Reaching Your Goals, Part 1
I had a wonderful response to my honest-yet-uncomfortable blog post about writing jealousy. I loved everyone’s comments and the fact that for writers and other creatives, jealousy can be an uncomfortable truth. Here’s how I combat that problem.
In that post, I mentioned that I would share what I do to attain my writing/life goals. It’s something I started about 3 years ago at the end of the year, and since the new year is just around the corner, I’ll do it again. I first learned these goal exercises from a women’s writing group, which helped me immensely. I’m breaking up this post into 2 parts.

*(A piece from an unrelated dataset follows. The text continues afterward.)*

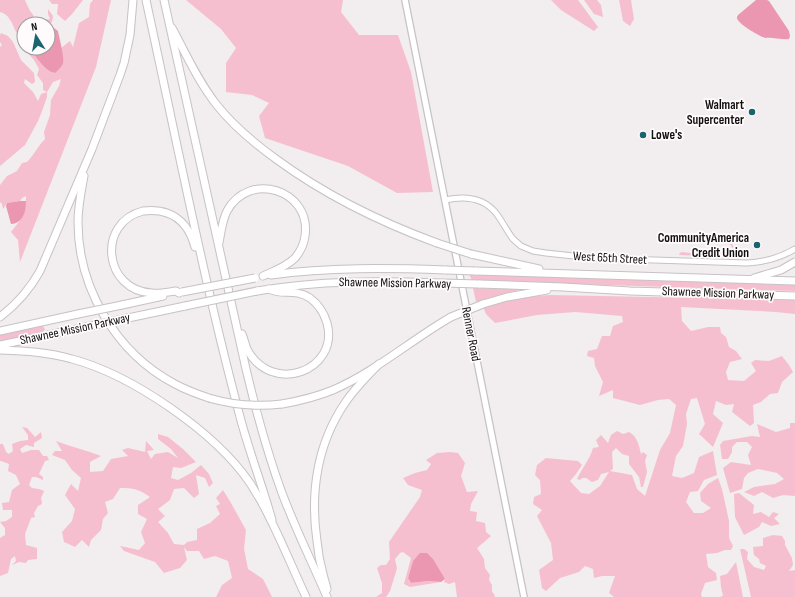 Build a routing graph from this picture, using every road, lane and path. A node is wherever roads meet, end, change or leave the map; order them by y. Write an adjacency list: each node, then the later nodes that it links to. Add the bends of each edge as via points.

For this exercise, I created a Word document you can use (click here). I normally just write these dates and months in my journal. Feel free to use whatever method works best for you. To start, write down all the months from 2010 and then 2011. January 2010, February 2010, March 2010, etc. Then repeat with 2011. In the 2010 column, write down in each month significant events that happened to you, whether it be writing related or personal. Like for me, I moved to the Bay Area in April 2010 and our house in LA sold in July 2010 so I would write these events down next to the appropriate month. Write down everything, good and bad. Then for the coming year, jot down things you’d like to achieve in those coming months. Yes, I know you have no idea what you’re even doing this weekend, let alone August 2011, but trust me, just write down notes to yourself. Even if some months are blank. Like for me, I want to finish an outline of a new YA book by February 2011, so that’s what I’d write down.
Now that you’ve written everything down, take a look at yourself and give yourself a pat on the back. Look at how much you’ve accomplished in 2010 and overcame and look what you have to look forward to in 2011. When a new year rolls around, we tend to think about 1) losing weight 2) doing better 3) what we don’t have. With this exercise, you’re reflecting back on what you have done and what you will achieve. It’s much more helpful to say, “This year, I finished a draft of my book, celebrated a wedding anniversary, and traveled to Europe,” than to say, “I want to lose 25 pounds next year.”
I think what’s been the most helpful to me is to celebrate my accomplishments. My very own, not somebody else’s. I’m very much the person who is planning 10 steps ahead rather than looking back and saying, hey I did that, cool. This exercise helps me refocus my goals and see what I have achieved and what I want to achieve. I hope this helps you too.
Special thanks to SJ Hodges and the Wednesday Writers Group for introducing me to this easy yet wonderful writing exercise.